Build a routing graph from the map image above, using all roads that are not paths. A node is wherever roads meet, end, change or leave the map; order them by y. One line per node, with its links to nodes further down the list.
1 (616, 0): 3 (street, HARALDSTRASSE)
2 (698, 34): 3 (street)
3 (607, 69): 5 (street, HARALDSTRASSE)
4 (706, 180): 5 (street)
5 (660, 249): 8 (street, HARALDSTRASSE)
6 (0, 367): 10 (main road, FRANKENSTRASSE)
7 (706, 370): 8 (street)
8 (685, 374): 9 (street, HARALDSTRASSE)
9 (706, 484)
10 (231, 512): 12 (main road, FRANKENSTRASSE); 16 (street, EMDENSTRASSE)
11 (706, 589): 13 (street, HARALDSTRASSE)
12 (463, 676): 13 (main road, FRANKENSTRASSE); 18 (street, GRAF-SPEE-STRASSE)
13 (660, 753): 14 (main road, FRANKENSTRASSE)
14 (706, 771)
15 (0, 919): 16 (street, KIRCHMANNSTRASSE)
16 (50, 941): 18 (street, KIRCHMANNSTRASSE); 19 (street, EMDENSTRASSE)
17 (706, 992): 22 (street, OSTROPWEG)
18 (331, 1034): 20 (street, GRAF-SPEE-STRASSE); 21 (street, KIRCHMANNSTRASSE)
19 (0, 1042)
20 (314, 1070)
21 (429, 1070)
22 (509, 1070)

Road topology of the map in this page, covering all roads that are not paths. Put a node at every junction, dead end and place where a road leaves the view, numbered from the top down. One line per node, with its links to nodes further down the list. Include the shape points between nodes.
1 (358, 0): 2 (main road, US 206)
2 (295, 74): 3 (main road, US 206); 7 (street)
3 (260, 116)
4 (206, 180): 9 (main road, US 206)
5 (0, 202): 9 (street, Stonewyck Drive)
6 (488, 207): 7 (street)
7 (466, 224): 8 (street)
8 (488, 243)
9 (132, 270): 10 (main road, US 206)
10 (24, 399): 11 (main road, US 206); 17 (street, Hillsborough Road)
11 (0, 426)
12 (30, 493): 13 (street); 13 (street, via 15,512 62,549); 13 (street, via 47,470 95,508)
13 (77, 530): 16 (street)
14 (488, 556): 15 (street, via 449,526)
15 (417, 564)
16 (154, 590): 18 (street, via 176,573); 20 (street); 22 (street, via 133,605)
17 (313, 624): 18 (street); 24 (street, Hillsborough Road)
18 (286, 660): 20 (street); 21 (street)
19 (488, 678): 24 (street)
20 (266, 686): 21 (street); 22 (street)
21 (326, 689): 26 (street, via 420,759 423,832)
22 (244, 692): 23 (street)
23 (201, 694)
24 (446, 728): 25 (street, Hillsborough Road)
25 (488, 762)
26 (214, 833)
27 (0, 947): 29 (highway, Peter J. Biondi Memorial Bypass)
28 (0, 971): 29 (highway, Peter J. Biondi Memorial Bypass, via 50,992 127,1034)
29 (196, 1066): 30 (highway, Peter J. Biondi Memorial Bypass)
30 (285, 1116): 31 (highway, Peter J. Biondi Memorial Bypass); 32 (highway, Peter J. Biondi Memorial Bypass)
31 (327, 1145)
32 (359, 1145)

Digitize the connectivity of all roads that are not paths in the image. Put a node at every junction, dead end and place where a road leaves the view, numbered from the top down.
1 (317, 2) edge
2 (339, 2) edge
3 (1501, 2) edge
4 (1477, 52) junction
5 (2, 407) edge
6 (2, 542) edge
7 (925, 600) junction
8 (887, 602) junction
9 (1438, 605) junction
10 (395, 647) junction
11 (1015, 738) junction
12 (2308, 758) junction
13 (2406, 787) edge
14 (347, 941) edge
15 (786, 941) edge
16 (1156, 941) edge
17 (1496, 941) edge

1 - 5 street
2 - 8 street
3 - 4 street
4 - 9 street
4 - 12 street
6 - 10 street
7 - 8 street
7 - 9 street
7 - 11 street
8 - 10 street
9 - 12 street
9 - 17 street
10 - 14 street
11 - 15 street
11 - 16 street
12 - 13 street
::::::::::
* ACTIVITY
The expected output is an exact copy of all the records above.

* ANSWER SPACE
Build a routing graph from the map image above, using all roads that are not paths. A node is wherever roads meet, end, change or leave the map; order them by y. One line per node, with its links to nodes further down the list.
1 (616, 0): 3 (street, HARALDSTRASSE)
2 (698, 34): 3 (street)
3 (607, 69): 5 (street, HARALDSTRASSE)
4 (706, 180): 5 (street)
5 (660, 249): 8 (street, HARALDSTRASSE)
6 (0, 367): 10 (main road, FRANKENSTRASSE)
7 (706, 370): 8 (street)
8 (685, 374): 9 (street, HARALDSTRASSE)
9 (706, 484)
10 (231, 512): 12 (main road, FRANKENSTRASSE); 16 (street, EMDENSTRASSE)
11 (706, 589): 13 (street, HARALDSTRASSE)
12 (463, 676): 13 (main road, FRANKENSTRASSE); 18 (street, GRAF-SPEE-STRASSE)
13 (660, 753): 14 (main road, FRANKENSTRASSE)
14 (706, 771)
15 (0, 919): 16 (street, KIRCHMANNSTRASSE)
16 (50, 941): 18 (street, KIRCHMANNSTRASSE); 19 (street, EMDENSTRASSE)
17 (706, 992): 22 (street, OSTROPWEG)
18 (331, 1034): 20 (street, GRAF-SPEE-STRASSE); 21 (street, KIRCHMANNSTRASSE)
19 (0, 1042)
20 (314, 1070)
21 (429, 1070)
22 (509, 1070)

Road topology of the map in this page, covering all roads that are not paths. Put a node at every junction, dead end and place where a road leaves the view, numbered from the top down. One line per node, with its links to nodes further down the list. Include the shape points between nodes.
1 (358, 0): 2 (main road, US 206)
2 (295, 74): 3 (main road, US 206); 7 (street)
3 (260, 116)
4 (206, 180): 9 (main road, US 206)
5 (0, 202): 9 (street, Stonewyck Drive)
6 (488, 207): 7 (street)
7 (466, 224): 8 (street)
8 (488, 243)
9 (132, 270): 10 (main road, US 206)
10 (24, 399): 11 (main road, US 206); 17 (street, Hillsborough Road)
11 (0, 426)
12 (30, 493): 13 (street); 13 (street, via 15,512 62,549); 13 (street, via 47,470 95,508)
13 (77, 530): 16 (street)
14 (488, 556): 15 (street, via 449,526)
15 (417, 564)
16 (154, 590): 18 (street, via 176,573); 20 (street); 22 (street, via 133,605)
17 (313, 624): 18 (street); 24 (street, Hillsborough Road)
18 (286, 660): 20 (street); 21 (street)
19 (488, 678): 24 (street)
20 (266, 686): 21 (street); 22 (street)
21 (326, 689): 26 (street, via 420,759 423,832)
22 (244, 692): 23 (street)
23 (201, 694)
24 (446, 728): 25 (street, Hillsborough Road)
25 (488, 762)
26 (214, 833)
27 (0, 947): 29 (highway, Peter J. Biondi Memorial Bypass)
28 (0, 971): 29 (highway, Peter J. Biondi Memorial Bypass, via 50,992 127,1034)
29 (196, 1066): 30 (highway, Peter J. Biondi Memorial Bypass)
30 (285, 1116): 31 (highway, Peter J. Biondi Memorial Bypass); 32 (highway, Peter J. Biondi Memorial Bypass)
31 (327, 1145)
32 (359, 1145)

Digitize the connectivity of all roads that are not paths in the image. Put a node at every junction, dead end and place where a road leaves the view, numbered from the top down.
1 (317, 2) edge
2 (339, 2) edge
3 (1501, 2) edge
4 (1477, 52) junction
5 (2, 407) edge
6 (2, 542) edge
7 (925, 600) junction
8 (887, 602) junction
9 (1438, 605) junction
10 (395, 647) junction
11 (1015, 738) junction
12 (2308, 758) junction
13 (2406, 787) edge
14 (347, 941) edge
15 (786, 941) edge
16 (1156, 941) edge
17 (1496, 941) edge

1 - 5 street
2 - 8 street
3 - 4 street
4 - 9 street
4 - 12 street
6 - 10 street
7 - 8 street
7 - 9 street
7 - 11 street
8 - 10 street
9 - 12 street
9 - 17 street
10 - 14 street
11 - 15 street
11 - 16 street
12 - 13 street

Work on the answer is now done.